Voltage-gated ion channels are small pores that enable the flow of important chemical ions, such as calcium (Ca2+) and potassium (K+) in and out of cells, under the application of a small voltage. These gates play a vital role in a range of physiological processes and form a key element in the development of new drugs and delivery methods. At the moment, voltage-gated ion channel activity is controlled by thrusting an electrode into a cell excised from a human or animal in order to activate the channel and record electrical activity. This is, however, a thoroughly invasive process and it is a difficult technique to master. This proposal will investigate the use of a laser source to open voltage-gated ion channels in a minimally invasive manner. By shining the laser source - which is effectively a very high electric field - onto the cell, sufficient voltage to activate the ion channel will be provided.
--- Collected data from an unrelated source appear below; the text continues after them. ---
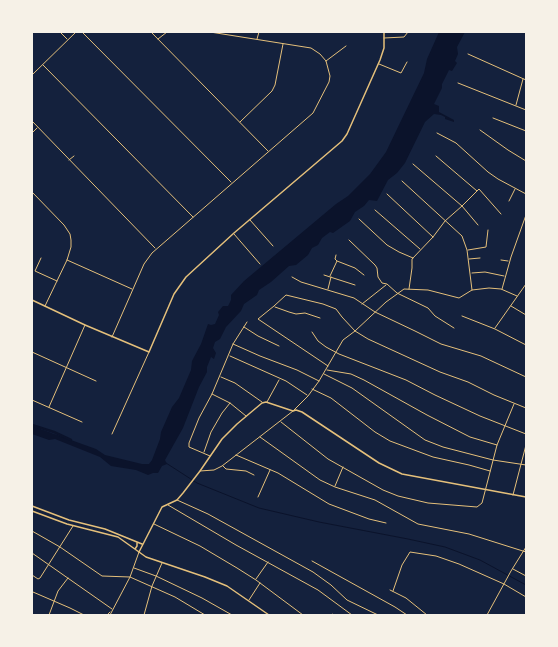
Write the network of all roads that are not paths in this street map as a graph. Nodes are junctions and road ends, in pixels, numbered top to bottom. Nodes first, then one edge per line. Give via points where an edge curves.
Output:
1 (60, 32) edge
2 (76, 32) edge
3 (82, 32) edge
4 (151, 32) edge
5 (167, 32) edge
6 (210, 32) edge
7 (259, 32) edge
8 (384, 32) edge
9 (408, 32) edge
10 (384, 38) junction
11 (67, 39) junction
12 (158, 40) junction
13 (257, 40) junction
14 (283, 43) junction
15 (346, 46) dead end
16 (468, 54) dead end
17 (326, 61) junction
18 (407, 62) dead end
19 (379, 64) junction
20 (43, 65) junction
21 (32, 75) edge
22 (523, 79) junction
23 (526, 80) edge
24 (458, 83) dead end
25 (515, 106) junction
26 (526, 110) edge
27 (493, 118) dead end
28 (32, 122) edge
29 (239, 122) junction
30 (38, 127) junction
31 (480, 130) dead end
32 (526, 132) edge
33 (32, 133) edge
34 (437, 133) dead end
35 (268, 151) junction
36 (74, 156) dead end
37 (436, 156) dead end
38 (68, 160) junction
39 (526, 161) edge
40 (414, 164) dead end
41 (402, 181) dead end
42 (232, 183) junction
43 (515, 188) junction
44 (477, 191) junction
45 (32, 192) edge
46 (387, 194) dead end
47 (526, 194) edge
48 (509, 201) dead end
49 (462, 206) junction
50 (375, 210) dead end
51 (501, 214) dead end
52 (526, 215) edge
53 (194, 217) junction
54 (359, 219) dead end
55 (250, 220) junction
56 (445, 221) junction
57 (478, 224) dead end
58 (488, 230) dead end
59 (234, 233) junction
60 (433, 237) junction
61 (349, 240) dead end
62 (273, 246) dead end
63 (156, 249) junction
64 (421, 250) junction
65 (468, 250) junction
66 (336, 255) dead end
67 (41, 258) dead end
68 (413, 258) junction
69 (480, 258) dead end
70 (67, 260) junction
71 (468, 260) junction
72 (501, 260) dead end
73 (337, 261) junction
74 (509, 262) junction
75 (260, 264) dead end
76 (471, 273) junction
77 (324, 275) dead end
78 (364, 275) dead end
79 (330, 276) junction
80 (505, 276) junction
81 (292, 278) dead end
82 (58, 281) junction
83 (387, 284) junction
84 (526, 284) edge
85 (355, 285) dead end
86 (132, 289) junction
87 (327, 290) junction
88 (409, 290) junction
89 (472, 290) junction
90 (501, 290) junction
91 (397, 292) junction
92 (517, 296) junction
93 (32, 300) edge
94 (362, 304) junction
95 (274, 306) junction
96 (510, 306) junction
97 (46, 307) junction
98 (375, 312) junction
99 (526, 315) edge
100 (462, 316) dead end
101 (320, 318) dead end
102 (246, 322) dead end
103 (85, 325) junction
104 (243, 327) junction
105 (454, 328) dead end
106 (495, 329) junction
107 (355, 331) junction
108 (312, 332) dead end
109 (112, 337) junction
110 (233, 344) junction
111 (526, 345) edge
112 (279, 346) dead end
113 (32, 352) edge
114 (150, 352) junction
115 (335, 352) junction
116 (229, 356) junction
117 (328, 366) junction
118 (66, 367) junction
119 (326, 370) junction
120 (324, 374) junction
121 (220, 376) junction
122 (526, 377) edge
123 (280, 379) junction
124 (96, 381) dead end
125 (319, 381) junction
126 (312, 389) junction
127 (212, 394) junction
128 (308, 396) junction
129 (32, 400) edge
130 (266, 402) junction
131 (230, 403) junction
132 (262, 403) junction
133 (515, 403) junction
134 (49, 407) junction
135 (526, 408) edge
136 (293, 411) junction
137 (246, 416) junction
138 (82, 422) dead end
139 (280, 422) junction
140 (505, 425) junction
141 (112, 434) dead end
142 (526, 434) edge
143 (259, 437) junction
144 (497, 445) junction
145 (526, 445) edge
146 (204, 453) junction
147 (235, 455) junction
148 (211, 456) junction
149 (493, 460) junction
150 (520, 465) junction
151 (526, 465) edge
152 (222, 466) junction
153 (343, 467) junction
154 (271, 469) junction
155 (200, 471) junction
156 (490, 472) junction
157 (254, 475) dead end
158 (335, 486) junction
159 (486, 490) junction
160 (513, 495) junction
161 (258, 497) dead end
162 (526, 497) edge
163 (177, 500) junction
164 (168, 505) junction
165 (32, 506) edge
166 (32, 511) edge
167 (69, 520) junction
168 (386, 523) dead end
169 (67, 524) junction
170 (153, 524) junction
171 (73, 526) junction
172 (32, 531) edge
173 (137, 542) junction
174 (142, 544) junction
175 (60, 547) junction
176 (526, 547) edge
177 (135, 549) junction
178 (524, 550) junction
179 (140, 552) junction
180 (526, 552) edge
181 (32, 553) edge
182 (312, 561) dead end
183 (268, 562) junction
184 (162, 563) junction
185 (49, 564) junction
186 (134, 568) junction
187 (512, 569) junction
188 (32, 575) edge
189 (156, 576) junction
190 (526, 576) edge
191 (130, 577) junction
192 (68, 578) junction
193 (256, 580) junction
194 (260, 583) junction
195 (504, 584) junction
196 (152, 586) junction
197 (390, 590) dead end
198 (393, 591) junction
199 (34, 592) dead end
200 (526, 598) edge
201 (55, 601) junction
202 (249, 601) junction
203 (112, 609) junction
204 (111, 612) junction
205 (49, 615) edge
206 (84, 615) edge
207 (107, 615) edge
208 (110, 615) edge
209 (144, 615) edge
210 (205, 615) edge
211 (232, 615) edge
212 (269, 615) edge
213 (303, 615) edge
214 (352, 615) edge
215 (378, 615) edge
216 (407, 615) edge
217 (428, 615) edge
218 (487, 615) edge

1 - 11 street
2 - 11 street
3 - 42 street
4 - 12 street
5 - 12 street
6 - 13 street
7 - 13 street
8 - 10 main road
9 - 10 street via 404,37
10 - 19 main road
11 - 20 street
12 - 29 street
13 - 14 street
14 - 17 street via 311,48
14 - 29 street via 272,91
15 - 17 street
16 - 22 street
17 - 35 street via 329,82 316,109
18 - 19 street via 401,73
19 - 55 main road via 342,141
20 - 21 street
20 - 53 street
22 - 23 street
22 - 25 street
24 - 25 street
25 - 26 street
27 - 32 street
28 - 30 street
29 - 35 street
30 - 33 street
30 - 38 street
31 - 39 street
34 - 43 street via 456,143 488,172
35 - 42 street
36 - 38 street
37 - 44 street
38 - 63 street
40 - 49 street
41 - 56 street
42 - 53 street
43 - 47 street
43 - 48 street
44 - 49 street
44 - 51 street via 479,189
45 - 70 street via 68,230 71,247
46 - 60 street
49 - 56 street
49 - 57 street
50 - 64 street
52 - 74 street
53 - 63 street
54 - 68 street via 387,245
55 - 59 main road
55 - 62 street
56 - 60 street
56 - 65 street via 462,236
58 - 65 street via 486,247
59 - 75 street
59 - 114 main road via 186,277 174,294
60 - 64 street
61 - 83 street via 368,257 382,283
63 - 86 street via 144,264
64 - 68 street
65 - 71 street
66 - 73 street
67 - 82 street via 35,271
68 - 88 street
69 - 71 street
70 - 82 street
70 - 86 street
71 - 76 street
72 - 74 street
73 - 78 street via 355,268
73 - 79 street
74 - 80 street
76 - 80 street via 485,272
76 - 89 street
77 - 79 street
79 - 85 street
79 - 87 street
80 - 90 street
81 - 87 street
82 - 97 street
83 - 91 street
83 - 94 street
84 - 92 street
86 - 109 street
87 - 94 street via 354,298
88 - 89 street via 428,290 459,298
88 - 91 street
89 - 90 street
90 - 92 street
91 - 98 street
91 - 105 street via 428,308 435,316
92 - 96 street
93 - 97 main road
94 - 98 street
95 - 101 street via 296,314 305,313
95 - 107 street via 287,295 323,304 336,309
95 - 117 street via 258,319
96 - 99 street
96 - 106 street
97 - 103 main road
98 - 107 street
98 - 122 street via 441,344 481,356
100 - 106 street
102 - 104 street
103 - 109 main road
103 - 118 street
104 - 110 street
104 - 112 street
106 - 111 street
107 - 115 street via 343,340
107 - 133 street via 440,372
108 - 115 street via 326,347
109 - 114 main road
110 - 116 street
110 - 125 street
113 - 118 street
114 - 141 street
115 - 117 street
115 - 140 street via 406,380 480,416
116 - 121 street
116 - 123 street
117 - 119 street
118 - 124 street
118 - 134 street
119 - 120 street
119 - 144 street via 351,374 470,437
120 - 125 street
120 - 149 street via 352,388 425,440
121 - 127 street
121 - 132 street via 235,383
123 - 128 street
123 - 130 street
125 - 126 street
126 - 128 street
126 - 156 street via 331,398 390,441 433,457
127 - 131 street
127 - 146 street via 188,443 189,447
128 - 136 street
129 - 134 street
130 - 132 main road
130 - 136 main road
131 - 137 street
131 - 146 street via 211,432
132 - 137 main road
133 - 135 street
133 - 140 street
134 - 138 street
136 - 139 street
136 - 159 main road via 302,412 379,463 402,474
137 - 148 main road via 222,439
139 - 143 street
139 - 153 street via 328,459
140 - 142 street
140 - 144 street
143 - 147 street
143 - 158 street via 320,480
144 - 149 street
145 - 150 street
146 - 148 street
147 - 152 street
147 - 154 street
148 - 155 main road
149 - 150 street
149 - 156 street
150 - 151 street
150 - 160 street
152 - 155 street via 214,470
152 - 157 street
153 - 158 street
153 - 159 street via 398,496 428,503 477,507 482,503
154 - 161 street
154 - 168 street via 329,504
155 - 163 main road
156 - 159 street
158 - 178 street via 375,500 418,524 469,534
159 - 160 main road
160 - 162 main road
163 - 164 main road
163 - 215 street via 208,514 313,572 348,600
164 - 170 main road via 162,507
164 - 183 street
165 - 167 main road
166 - 169 main road
167 - 169 main road
167 - 173 main road via 105,529
169 - 171 main road
170 - 174 main road
170 - 193 street via 200,546
171 - 175 street
171 - 177 main road via 118,537
172 - 175 street
173 - 174 main road
173 - 177 main road
174 - 179 main road
175 - 185 street
175 - 191 street via 102,576
176 - 178 street
177 - 179 main road
178 - 180 street
178 - 187 street
179 - 184 main road
179 - 186 street
181 - 185 street
182 - 216 street
183 - 193 street
183 - 214 street via 318,590
184 - 189 street
184 - 202 main road via 216,581
185 - 188 street via 40,578
185 - 192 street
186 - 189 street
186 - 191 street
187 - 190 street
187 - 195 street
189 - 196 street
189 - 211 street
191 - 196 street
191 - 203 street
192 - 201 street via 58,591
192 - 203 street
193 - 194 street
194 - 202 street
194 - 213 street
195 - 198 street via 444,558 410,552 402,565
195 - 200 street
195 - 218 street
196 - 209 street
196 - 210 street
197 - 198 street
198 - 217 street
199 - 201 street
201 - 205 street
201 - 206 street
202 - 212 main road
203 - 204 street
204 - 207 street
204 - 208 street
We will investigate Ca2+-activated K+ ion channels, but the proposed minimally-intrusive method will have potential application across a wider range of voltage-gated ion channels.
"We have made a number of useful scientific discoveries. Primarily, these focus on the optical parameters required to support self-focusing, and measurements of optical beams in the paraxial and non-paraxial regimes in an optical microscope. These are likely to be very important in the longer-term.
We also developed a method to perform super-resolution microscopy of live red cells that does not require extensive computation or special fluorophores. Beyond the period of the award we have continued to work on this project, and it is now part-funded by industry. This has also sparked collaboration with other UK researchers who are keen to work with us to both develop the technology further and to apply this method to other biomedical specimens. I intend to submit an application to RCUK for further funding to continue this work."